11月自作「山/『亀の御山(クィのおやま)』」
- カテゴリ:自作小説
- 2010/10/28 06:05:00
・・・これはまだ人間が自然を「神」と敬っていた頃の話しである。
『御山(おやま)がきれいだ……』
真っ赤に染まったた御山のふもとを見上げながら、亀(クィ)はブルッと一つ武者震いした。これから御山に仕掛けた罠の回収に行くのだ。
晩秋を過ぎて日一日と肌寒さが身に沁みてくる中、おそらく今日が御山における最後の狩猟日になるだろうと亀は考えていた。「御山のふもとが赤く染まったらもう今年の狩りはできない」と代々言い伝えられているからだ。
言い伝えどおり、赤く染まった後の御山には鳥獣の声が響かなくなる。
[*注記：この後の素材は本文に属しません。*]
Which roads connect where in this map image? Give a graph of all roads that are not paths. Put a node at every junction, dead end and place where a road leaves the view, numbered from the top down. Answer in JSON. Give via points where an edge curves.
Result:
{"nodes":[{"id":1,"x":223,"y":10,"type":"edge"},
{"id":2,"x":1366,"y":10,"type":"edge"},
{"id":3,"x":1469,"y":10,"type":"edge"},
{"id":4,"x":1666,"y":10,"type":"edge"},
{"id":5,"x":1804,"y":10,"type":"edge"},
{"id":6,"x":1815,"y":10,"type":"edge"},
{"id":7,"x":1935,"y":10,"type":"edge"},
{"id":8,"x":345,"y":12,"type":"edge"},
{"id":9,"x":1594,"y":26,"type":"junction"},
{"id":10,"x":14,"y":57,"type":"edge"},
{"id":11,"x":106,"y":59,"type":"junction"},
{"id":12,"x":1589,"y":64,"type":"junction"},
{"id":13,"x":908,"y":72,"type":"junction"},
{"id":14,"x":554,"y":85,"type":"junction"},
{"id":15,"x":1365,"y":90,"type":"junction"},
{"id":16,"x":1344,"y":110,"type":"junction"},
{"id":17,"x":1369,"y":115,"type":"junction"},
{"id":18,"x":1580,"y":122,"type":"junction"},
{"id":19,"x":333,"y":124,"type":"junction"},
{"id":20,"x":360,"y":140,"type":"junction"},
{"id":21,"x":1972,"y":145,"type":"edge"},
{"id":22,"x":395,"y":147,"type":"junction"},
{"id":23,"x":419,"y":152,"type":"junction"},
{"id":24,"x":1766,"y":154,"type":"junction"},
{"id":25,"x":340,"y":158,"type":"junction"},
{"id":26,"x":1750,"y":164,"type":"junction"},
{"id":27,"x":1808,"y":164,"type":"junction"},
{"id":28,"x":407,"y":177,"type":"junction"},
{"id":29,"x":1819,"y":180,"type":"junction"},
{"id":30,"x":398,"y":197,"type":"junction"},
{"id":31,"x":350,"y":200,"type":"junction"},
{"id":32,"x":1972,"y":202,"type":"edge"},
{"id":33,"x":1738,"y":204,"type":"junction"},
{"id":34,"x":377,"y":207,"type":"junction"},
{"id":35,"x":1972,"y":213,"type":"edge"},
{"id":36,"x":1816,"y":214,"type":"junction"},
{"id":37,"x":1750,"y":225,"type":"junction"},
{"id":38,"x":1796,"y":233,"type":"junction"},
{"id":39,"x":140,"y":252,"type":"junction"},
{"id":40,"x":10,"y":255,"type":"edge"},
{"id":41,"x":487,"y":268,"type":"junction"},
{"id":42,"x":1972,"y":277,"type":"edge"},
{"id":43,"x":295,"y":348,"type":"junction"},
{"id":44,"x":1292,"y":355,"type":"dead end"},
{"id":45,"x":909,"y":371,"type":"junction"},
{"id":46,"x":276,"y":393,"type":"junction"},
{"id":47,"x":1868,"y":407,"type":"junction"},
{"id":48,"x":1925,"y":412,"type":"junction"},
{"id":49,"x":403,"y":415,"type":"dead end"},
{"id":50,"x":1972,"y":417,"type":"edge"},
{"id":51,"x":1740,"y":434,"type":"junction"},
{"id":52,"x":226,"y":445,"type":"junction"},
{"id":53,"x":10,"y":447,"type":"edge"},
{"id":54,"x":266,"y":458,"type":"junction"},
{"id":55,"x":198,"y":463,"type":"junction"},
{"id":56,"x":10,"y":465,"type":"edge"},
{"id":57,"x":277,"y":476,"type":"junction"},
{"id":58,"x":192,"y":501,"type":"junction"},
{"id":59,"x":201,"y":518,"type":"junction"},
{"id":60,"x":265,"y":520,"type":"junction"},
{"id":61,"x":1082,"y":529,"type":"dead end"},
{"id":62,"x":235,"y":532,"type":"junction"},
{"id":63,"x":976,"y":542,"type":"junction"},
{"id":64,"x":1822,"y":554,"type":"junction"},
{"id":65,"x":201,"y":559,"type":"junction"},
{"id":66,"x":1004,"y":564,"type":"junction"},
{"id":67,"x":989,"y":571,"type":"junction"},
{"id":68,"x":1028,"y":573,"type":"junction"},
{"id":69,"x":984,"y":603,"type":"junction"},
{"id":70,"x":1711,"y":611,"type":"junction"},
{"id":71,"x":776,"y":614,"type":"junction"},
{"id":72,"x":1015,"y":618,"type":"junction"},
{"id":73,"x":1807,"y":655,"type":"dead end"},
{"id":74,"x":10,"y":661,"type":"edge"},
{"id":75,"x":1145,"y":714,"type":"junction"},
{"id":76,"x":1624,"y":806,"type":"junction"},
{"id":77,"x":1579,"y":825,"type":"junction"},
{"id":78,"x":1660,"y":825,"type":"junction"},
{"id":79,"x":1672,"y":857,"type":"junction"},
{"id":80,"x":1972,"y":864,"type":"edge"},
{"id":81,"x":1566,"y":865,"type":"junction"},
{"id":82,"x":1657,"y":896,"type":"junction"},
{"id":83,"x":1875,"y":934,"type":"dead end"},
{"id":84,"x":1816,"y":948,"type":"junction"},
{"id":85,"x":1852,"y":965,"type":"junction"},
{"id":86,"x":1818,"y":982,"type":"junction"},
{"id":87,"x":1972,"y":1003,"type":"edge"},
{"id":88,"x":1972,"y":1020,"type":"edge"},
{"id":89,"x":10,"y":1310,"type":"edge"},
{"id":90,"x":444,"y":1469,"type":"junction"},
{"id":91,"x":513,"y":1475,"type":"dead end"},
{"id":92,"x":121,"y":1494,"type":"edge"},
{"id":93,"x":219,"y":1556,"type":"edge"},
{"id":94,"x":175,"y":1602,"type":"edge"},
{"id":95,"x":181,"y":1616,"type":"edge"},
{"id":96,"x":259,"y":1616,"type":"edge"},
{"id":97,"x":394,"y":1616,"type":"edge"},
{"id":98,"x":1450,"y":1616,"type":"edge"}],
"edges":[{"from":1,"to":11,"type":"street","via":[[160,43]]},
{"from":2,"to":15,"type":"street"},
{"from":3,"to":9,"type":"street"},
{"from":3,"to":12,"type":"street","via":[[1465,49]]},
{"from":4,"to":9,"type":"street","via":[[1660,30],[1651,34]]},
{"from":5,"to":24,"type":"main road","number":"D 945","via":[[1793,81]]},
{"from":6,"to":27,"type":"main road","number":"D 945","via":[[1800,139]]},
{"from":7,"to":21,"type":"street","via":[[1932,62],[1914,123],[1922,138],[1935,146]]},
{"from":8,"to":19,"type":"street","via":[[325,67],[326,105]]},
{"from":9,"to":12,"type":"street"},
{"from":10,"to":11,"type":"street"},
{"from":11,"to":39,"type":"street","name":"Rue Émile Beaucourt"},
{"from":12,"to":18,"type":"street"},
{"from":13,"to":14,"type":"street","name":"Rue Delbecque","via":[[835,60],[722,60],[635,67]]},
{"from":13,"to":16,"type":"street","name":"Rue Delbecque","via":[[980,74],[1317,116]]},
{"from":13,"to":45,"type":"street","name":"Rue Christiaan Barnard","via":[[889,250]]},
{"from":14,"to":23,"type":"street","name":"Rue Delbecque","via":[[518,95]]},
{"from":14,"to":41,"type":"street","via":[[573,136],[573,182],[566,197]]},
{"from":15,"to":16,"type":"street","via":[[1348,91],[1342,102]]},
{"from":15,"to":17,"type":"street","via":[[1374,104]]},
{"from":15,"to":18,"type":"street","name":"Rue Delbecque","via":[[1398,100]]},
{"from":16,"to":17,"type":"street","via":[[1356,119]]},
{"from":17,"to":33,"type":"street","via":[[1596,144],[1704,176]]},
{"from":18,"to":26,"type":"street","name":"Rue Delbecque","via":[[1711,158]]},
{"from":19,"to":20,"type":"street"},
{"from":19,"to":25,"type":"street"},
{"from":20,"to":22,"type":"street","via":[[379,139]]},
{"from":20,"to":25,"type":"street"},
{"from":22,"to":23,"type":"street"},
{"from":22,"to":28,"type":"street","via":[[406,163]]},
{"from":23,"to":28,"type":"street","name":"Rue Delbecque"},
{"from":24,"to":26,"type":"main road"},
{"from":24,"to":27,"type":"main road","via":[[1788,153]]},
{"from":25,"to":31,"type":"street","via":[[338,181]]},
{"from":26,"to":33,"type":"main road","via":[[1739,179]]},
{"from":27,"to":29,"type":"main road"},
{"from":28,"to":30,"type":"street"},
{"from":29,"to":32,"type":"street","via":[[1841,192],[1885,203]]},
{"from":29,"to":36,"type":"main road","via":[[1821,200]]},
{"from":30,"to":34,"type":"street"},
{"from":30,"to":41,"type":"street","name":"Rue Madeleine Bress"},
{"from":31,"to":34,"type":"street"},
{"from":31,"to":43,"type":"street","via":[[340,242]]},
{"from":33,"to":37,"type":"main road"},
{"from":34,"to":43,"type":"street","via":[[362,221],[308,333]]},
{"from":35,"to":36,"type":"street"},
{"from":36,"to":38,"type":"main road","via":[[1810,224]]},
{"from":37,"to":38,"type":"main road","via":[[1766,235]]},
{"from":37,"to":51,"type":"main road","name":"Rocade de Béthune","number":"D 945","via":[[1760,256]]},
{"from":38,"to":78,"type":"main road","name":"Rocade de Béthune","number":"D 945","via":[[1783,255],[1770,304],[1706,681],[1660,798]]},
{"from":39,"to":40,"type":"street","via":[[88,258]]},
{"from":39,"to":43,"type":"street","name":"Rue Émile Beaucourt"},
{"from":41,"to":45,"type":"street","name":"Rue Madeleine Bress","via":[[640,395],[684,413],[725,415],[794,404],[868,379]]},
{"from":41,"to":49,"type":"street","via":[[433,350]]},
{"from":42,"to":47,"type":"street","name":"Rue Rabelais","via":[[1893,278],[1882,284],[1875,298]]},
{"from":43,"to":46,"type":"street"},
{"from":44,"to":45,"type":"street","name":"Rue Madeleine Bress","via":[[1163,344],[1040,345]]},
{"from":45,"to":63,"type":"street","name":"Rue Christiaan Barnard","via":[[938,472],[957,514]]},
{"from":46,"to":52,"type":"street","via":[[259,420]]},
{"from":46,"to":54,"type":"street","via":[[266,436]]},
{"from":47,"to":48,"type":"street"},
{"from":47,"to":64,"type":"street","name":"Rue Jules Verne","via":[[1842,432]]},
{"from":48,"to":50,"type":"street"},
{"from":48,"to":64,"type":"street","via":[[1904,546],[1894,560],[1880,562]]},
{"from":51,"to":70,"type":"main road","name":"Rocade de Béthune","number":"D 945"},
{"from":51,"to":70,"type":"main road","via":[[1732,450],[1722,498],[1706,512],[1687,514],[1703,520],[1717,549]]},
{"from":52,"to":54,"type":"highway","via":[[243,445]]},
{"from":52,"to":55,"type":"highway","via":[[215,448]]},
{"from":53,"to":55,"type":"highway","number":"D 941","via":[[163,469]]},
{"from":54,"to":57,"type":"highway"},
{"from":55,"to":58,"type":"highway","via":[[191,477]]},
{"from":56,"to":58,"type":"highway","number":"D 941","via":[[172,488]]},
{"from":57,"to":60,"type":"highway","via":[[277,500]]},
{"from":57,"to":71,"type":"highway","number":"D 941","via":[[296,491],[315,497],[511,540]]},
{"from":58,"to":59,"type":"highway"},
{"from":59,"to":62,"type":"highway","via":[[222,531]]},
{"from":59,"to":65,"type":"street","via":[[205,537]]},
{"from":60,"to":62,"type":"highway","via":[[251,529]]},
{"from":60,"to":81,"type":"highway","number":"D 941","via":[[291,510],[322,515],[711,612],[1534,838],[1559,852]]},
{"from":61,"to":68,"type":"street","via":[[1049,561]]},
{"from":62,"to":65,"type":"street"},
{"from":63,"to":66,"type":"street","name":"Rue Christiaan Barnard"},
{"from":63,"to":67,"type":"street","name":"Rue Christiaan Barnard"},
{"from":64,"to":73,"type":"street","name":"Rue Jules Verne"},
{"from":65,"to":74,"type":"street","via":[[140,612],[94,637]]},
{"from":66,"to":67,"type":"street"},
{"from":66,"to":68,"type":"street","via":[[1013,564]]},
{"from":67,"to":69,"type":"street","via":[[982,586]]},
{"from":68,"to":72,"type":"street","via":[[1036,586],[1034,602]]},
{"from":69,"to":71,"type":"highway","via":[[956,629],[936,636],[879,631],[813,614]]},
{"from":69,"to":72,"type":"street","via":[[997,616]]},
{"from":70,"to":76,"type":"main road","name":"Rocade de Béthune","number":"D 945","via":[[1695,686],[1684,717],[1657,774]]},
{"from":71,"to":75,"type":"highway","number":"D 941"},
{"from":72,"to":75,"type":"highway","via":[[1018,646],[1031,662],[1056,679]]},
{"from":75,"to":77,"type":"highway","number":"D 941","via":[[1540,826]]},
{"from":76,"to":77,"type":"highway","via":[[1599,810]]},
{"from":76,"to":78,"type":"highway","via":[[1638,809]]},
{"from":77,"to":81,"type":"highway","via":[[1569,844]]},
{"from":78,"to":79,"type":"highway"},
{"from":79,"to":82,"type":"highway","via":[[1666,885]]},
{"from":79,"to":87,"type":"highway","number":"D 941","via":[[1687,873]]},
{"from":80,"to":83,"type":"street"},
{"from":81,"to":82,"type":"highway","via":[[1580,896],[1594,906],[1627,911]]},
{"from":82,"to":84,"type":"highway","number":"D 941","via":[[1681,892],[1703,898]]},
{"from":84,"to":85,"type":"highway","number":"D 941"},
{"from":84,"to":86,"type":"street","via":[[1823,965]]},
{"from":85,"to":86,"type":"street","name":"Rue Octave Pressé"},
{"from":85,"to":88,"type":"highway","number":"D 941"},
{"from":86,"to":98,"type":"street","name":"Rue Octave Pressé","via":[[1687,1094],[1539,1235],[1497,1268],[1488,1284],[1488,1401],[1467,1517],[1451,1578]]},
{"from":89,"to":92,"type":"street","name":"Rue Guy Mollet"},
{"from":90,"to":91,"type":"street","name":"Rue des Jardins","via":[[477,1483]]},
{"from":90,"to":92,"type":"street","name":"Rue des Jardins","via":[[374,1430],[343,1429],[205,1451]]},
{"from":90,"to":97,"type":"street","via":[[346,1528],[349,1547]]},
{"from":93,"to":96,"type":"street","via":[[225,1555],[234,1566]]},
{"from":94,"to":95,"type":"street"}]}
亀は鳥獣の声を聞くことで狩猟時期を判断する山住(さんか)の一族なのだ。
早朝、真っ白な息を吐きながら細い山道を登り、途中目印を付けたところに来るとその都度仕掛けてある罠を確認する。もし途中で獲物が掛かっていても一旦素通りし、山の一番奥に仕掛けた罠まで行った後、降りてくる道すがらに獲物を集めるのが狩りの手順だった。
数時間後、一番奥の罠を確認し終えた亀は、中食を済ませると早速御山を降り始めた。今年は寒さの到来が早いようで、途中確認した罠に掛かっていた獲物は数えるほどしかいなかった。
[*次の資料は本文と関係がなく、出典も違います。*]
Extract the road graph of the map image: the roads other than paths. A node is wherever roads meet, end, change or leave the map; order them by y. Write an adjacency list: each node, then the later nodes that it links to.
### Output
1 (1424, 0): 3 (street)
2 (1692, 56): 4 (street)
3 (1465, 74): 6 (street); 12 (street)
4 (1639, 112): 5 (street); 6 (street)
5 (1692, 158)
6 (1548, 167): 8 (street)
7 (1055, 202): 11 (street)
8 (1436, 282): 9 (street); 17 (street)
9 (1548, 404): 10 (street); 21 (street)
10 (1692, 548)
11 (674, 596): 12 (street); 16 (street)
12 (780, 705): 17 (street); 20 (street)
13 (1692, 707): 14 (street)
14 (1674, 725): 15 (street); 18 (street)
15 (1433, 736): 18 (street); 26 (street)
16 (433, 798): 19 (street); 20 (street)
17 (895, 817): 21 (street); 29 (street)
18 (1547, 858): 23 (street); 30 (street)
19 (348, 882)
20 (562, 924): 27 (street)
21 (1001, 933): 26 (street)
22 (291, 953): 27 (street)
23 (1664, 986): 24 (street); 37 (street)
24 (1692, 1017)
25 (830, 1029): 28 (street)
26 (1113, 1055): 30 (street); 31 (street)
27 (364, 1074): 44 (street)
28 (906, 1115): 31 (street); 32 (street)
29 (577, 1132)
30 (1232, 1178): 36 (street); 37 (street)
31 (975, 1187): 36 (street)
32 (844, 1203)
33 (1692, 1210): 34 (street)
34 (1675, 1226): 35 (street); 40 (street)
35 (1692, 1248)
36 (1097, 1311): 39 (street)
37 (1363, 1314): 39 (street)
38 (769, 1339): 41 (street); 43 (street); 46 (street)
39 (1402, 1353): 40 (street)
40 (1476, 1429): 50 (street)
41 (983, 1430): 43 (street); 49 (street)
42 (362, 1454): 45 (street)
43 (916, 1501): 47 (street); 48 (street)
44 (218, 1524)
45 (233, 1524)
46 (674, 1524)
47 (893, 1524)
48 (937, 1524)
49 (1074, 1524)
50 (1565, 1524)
半ば気落ちしながらも、ふもとに戻るまでに新たな獲物が掛かっていないかと淡い期待を抱きながら亀は御山を降って行った。
すると突然、1匹の野鹿が目の前に飛び出してきた。こんなことは奇跡以外の何物でもなかった。そもそも獣が人が歩いた道に出てくることなどないからだ。
『御山の神の御導きだ!』
亀は思わぬ大物との出会いに、手にした槍棒をす早く突き出した。すると、見事に野鹿の後ろ脚に突き刺さり、野鹿はドウっと音をたててその場に倒れ込んだ。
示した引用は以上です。